Alas, I couldn't pretend I wasn't home so I answered the door. He was all smiles and wanting a Gatorade and some lunch. I gave him a Gatorade (keeping score, of course) and promptly gave him the old "you're a nice guy but we just don't have any chemistry" speech which is almost as good as the "it isn't you, it's me" speech, both of which usually mean one of three things: 1. You're boring, 2. You're bad in bed, or 3. I've met someone else who I like better but thanks for being a placeholder.
7 comments:
Just remember, you'll always have a bottle of Ouzo in my freezer and I definitely do not keep track!!
(or did you buy that bottle of Ouzo in my freezer? I can't remember..)
So what did he say? What was his reaction?
my word verification on this was grbsx which of course translates to "grab sex"
When you wrote about your first date I was hoping you'd give him a second chance cause he seemed fixable. He could still be fixed someday, but you've done your part, time to move on. Though I'm happy you bothered to explain the rules.
But when he showed up unannounced?
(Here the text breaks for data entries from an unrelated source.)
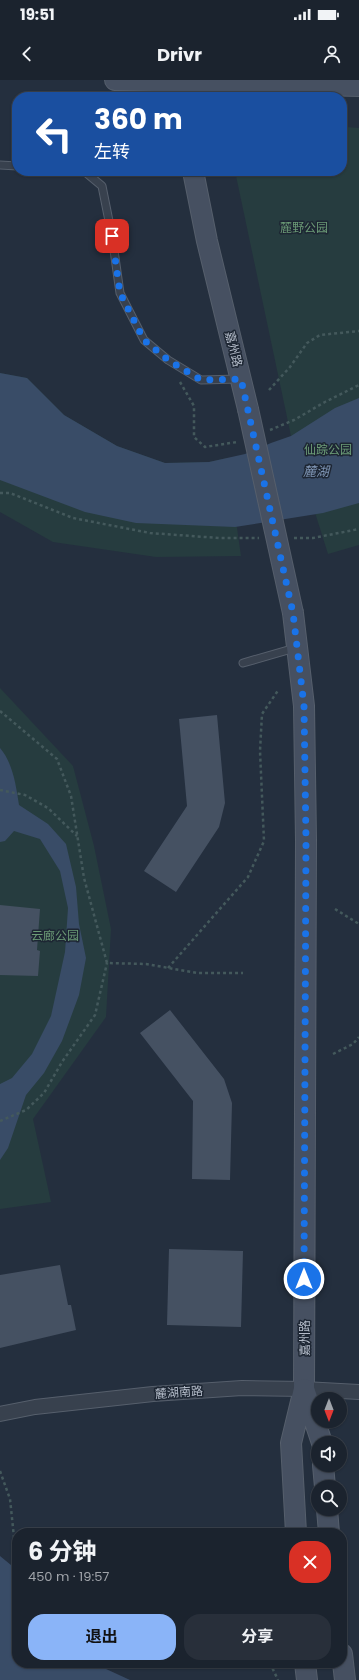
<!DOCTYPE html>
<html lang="zh">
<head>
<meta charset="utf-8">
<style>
	:root { --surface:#1b232e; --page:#282f3a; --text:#f1f3f6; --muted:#a0a4aa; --line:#39404a; --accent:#8ab4f8 }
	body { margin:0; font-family:Poppins,"Noto Sans SC",sans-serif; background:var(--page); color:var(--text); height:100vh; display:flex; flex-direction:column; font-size:15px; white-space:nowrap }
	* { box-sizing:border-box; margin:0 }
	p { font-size:13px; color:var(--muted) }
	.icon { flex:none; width:22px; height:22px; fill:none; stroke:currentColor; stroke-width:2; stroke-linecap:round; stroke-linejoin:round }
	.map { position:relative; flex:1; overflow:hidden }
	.drawer { position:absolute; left:12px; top:1448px; width:335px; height:140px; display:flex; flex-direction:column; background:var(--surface); border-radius:16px; box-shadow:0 1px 3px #0004,0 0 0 1px var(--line) }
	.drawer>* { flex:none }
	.hud { position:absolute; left:12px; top:12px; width:335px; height:84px; border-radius:16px; box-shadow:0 1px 3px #0004,0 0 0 1px var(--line); background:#1a4fa0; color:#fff; overflow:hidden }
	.needle { width:26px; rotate:180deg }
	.controls { position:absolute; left:311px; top:1312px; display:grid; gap:8px }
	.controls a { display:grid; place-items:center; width:36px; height:36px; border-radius:50%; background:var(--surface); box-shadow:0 1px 3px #0004,0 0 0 1px var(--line); font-size:20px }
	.pin { position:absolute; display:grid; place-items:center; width:34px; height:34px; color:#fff; margin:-17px; border-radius:8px; box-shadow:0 2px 6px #0006 }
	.me { position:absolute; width:44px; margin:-22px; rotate:0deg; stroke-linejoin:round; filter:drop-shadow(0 0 3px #0008) }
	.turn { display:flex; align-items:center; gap:14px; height:84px; padding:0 16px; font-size:18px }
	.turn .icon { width:52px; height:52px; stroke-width:2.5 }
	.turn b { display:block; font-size:28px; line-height:34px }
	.round { display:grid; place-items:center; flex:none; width:42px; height:42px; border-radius:16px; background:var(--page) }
	.headline { display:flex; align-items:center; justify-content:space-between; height:68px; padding:0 16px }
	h1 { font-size:24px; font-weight:700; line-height:30px }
	.cta { display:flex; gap:8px; margin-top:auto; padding:8px 16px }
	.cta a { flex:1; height:46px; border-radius:16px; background:var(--accent); color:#111; font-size:16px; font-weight:700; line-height:46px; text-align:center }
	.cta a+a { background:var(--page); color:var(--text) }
	.status { display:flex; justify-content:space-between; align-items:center; height:28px; padding:0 20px; background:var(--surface); direction:ltr }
	.status svg { height:11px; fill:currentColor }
	header { display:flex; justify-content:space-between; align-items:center; height:52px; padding:0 16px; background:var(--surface); font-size:18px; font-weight:700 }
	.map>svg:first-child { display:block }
	.green { fill:#263c3f }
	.water { fill:#394c67 }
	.building { fill:#455162 }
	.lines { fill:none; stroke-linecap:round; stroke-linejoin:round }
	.lane-casing { stroke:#565f6c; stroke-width:9 }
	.street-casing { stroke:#565f6c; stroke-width:16 }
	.secondary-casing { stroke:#565f6c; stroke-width:22 }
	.path { stroke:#44595c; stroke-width:2.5; stroke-dasharray:3 3; stroke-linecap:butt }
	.lane { stroke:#38414e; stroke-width:7 }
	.street { stroke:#38414e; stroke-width:14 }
	.secondary { stroke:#465061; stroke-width:20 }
	.secondary-bridge-casing { stroke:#565f6c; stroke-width:22; stroke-linecap:butt }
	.secondary-bridge { stroke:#465061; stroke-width:20 }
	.route { stroke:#1a73e8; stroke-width:7; stroke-dasharray:0 12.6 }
	.labels { text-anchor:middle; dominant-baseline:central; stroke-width:3; stroke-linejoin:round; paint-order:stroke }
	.park-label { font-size:12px; fill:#6b9a76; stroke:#1d2633 }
	.street-label { font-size:12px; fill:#b4bcc9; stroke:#1d2633 }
	.water-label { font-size:13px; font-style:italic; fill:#7c92b1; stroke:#1d2633 }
</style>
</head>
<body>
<div class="status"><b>19:51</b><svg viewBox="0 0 49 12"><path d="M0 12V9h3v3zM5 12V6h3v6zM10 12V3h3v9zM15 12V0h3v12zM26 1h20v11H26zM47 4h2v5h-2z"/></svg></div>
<header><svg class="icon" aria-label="back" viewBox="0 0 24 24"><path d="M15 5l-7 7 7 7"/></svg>Drivr<svg class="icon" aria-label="person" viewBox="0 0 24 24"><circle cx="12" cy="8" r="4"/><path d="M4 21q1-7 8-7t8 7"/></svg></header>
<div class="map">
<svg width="359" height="1600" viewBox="0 0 359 1600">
	<rect width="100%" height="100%" fill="#242f3e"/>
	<g class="green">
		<polygon points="347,47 359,48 359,465 328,474 291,356 235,91 342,91 342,48"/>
		<polygon points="0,293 27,298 64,335 117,366 165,383 209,382 227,378 241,476 156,477 53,462 0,432"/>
		<polygon points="0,608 73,686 94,766 111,849 106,937 33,1039 51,1122 0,1129"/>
	</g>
	<g class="water">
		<polygon points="0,293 27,298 64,335 117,366 165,383 209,382 245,374 271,363 291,356 335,328 359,318 359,423 323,433 235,447 136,443 85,432 0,400"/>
		<path d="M0,668C13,683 16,706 19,725L48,744L66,764L76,807L79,844L86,878L79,915L62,961L44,993L26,1015L8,1068L0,1080V1004L12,998L32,974L51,936L65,872L68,828L60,791L40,759L14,751L5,761L0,762Z"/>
		<polygon points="0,1476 17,1490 17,1583 93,1583 130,1600 0,1600"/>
	</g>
	<g class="building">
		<polygon points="217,635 225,723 219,747 176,812 144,791 187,726 179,639"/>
		<polygon points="0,825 40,829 37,870 40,871 38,896 0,895"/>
		<polygon points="170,930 224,999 232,1023 230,1100 192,1099 193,1021 140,953"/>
		<polygon points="169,1169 243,1171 241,1247 167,1245"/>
		<polygon points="60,1185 68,1225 71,1225 76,1250 0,1268 0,1195"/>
	</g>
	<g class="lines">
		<g class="lane-casing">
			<g id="lane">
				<polyline points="0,85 17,86"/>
				<polyline points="84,91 102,106 112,156 120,213 144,260 168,280 201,300 239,299"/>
				<polyline points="243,583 295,568"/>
			</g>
		</g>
		<g class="street-casing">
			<polyline id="street" points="0,1334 35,1327 153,1314 242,1308 304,1309 359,1312"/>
		</g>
		<g class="secondary-casing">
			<g id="secondary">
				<polyline points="115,0 359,6"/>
				<polyline points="193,91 207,161 248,329"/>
				<polyline points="293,533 304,626 306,760 304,1309"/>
				<polyline points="323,1385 325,1407"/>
				<polyline points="327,1429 329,1453"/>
				<polyline points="296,1453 291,1363 304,1309 322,1363"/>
				<polyline points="342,1574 345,1600"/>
				<polyline points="305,1583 307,1600"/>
			</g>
		</g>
		<g class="path">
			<polyline points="180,302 194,326 194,357 205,367 237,362"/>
			<polyline points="269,310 290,287 307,263 320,255 359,251"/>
			<polyline points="270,350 294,340 325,322 359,305"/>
			<polyline points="0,413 10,413 73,438 150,453 219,458 259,458"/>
			<polyline points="294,458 313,458 359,449"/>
			<polyline points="0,631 57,679 71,716 84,798 107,883 146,884 197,893 243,893"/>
			<polyline points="0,710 25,715 48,728 77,756"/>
			<polyline points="335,829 359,844"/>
			<polyline points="168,888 248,797 264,761 260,671 262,634 279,609"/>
			<polyline points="333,974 353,964 359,957"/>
			<polyline points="0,1041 26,1030 44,1013 62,982 95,935 107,883"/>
			<polyline points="0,1391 10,1419 15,1467 17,1470"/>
			<polyline points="270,1583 278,1600"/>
		</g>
		<use href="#lane" class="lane"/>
		<use href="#street" class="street"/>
		<use href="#secondary" class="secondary"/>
		<g class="secondary-bridge-casing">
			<polyline id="secondary-bridge" points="248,329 293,533"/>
		</g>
		<use href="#secondary-bridge" class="secondary-bridge"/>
	</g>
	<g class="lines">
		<polyline class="route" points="112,156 120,213 144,260 168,280 201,300 241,299 293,533 304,626 306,760 304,1199"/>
	</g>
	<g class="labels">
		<g class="park-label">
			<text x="304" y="147">麓野公园</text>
			<text x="328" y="369">仙踪公园</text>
			<text x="55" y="855">云廊公园</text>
		</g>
		<g class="street-label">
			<text transform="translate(234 269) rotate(76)">嘉州路</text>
			<text transform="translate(304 1258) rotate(-90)">嘉州路</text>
			<text transform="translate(179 1312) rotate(-4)">麓湖南路</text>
		</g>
		<g class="water-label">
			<text x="316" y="391">麓湖</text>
		</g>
	</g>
</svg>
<div class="controls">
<a><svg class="needle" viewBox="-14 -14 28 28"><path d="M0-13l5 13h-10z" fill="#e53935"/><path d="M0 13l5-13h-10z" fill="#a0a4aa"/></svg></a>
<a><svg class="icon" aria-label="sound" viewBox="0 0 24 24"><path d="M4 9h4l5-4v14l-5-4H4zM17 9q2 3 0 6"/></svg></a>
<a><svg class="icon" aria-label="search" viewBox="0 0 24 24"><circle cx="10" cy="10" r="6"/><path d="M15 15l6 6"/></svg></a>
</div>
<div class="pin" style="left:112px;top:156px;background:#d93025"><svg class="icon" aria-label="arrive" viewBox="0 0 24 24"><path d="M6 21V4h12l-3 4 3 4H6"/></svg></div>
<svg class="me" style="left:304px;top:1199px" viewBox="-20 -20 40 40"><circle r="17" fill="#1a73e8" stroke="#fff" stroke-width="3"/><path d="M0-11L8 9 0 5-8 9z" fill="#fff"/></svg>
<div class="hud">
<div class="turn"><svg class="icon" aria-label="left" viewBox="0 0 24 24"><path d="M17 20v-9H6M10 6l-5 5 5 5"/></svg><div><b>360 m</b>左转</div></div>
</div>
<section class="drawer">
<div class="headline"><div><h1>6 分钟</h1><p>450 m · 19:57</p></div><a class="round" style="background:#d93025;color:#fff"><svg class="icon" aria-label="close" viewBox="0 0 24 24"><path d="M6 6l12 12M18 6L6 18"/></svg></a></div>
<div class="cta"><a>退出</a><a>分享</a></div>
</section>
</div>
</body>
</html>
You were too nice then.
"I was hoping you'd give him a second chance cause he seemed fixable"
Yeah, that's your MO isn't Glib?
Spotty - He said I'm the best thing since sliced bread and that he wants to try again. I haven't called him.
Plays - MB is right, I don't generally take on projects but I am willing to accept certain deficiencies, so long as they are tolerable. Cheapness and boredom are not tolerable.
Well, all in all I'm glad you suffered this experience, which trumps my freeing the dishwasher (I mean cellar) of all things Chianti.
My transgressions pale in comparison.
On a different note, looks like Kiyah is going to get a month in the "San Diego Dogs" calendar next year. Took her 4 damn years to finally sit still for a proper photo. I'm a proud, proud papa.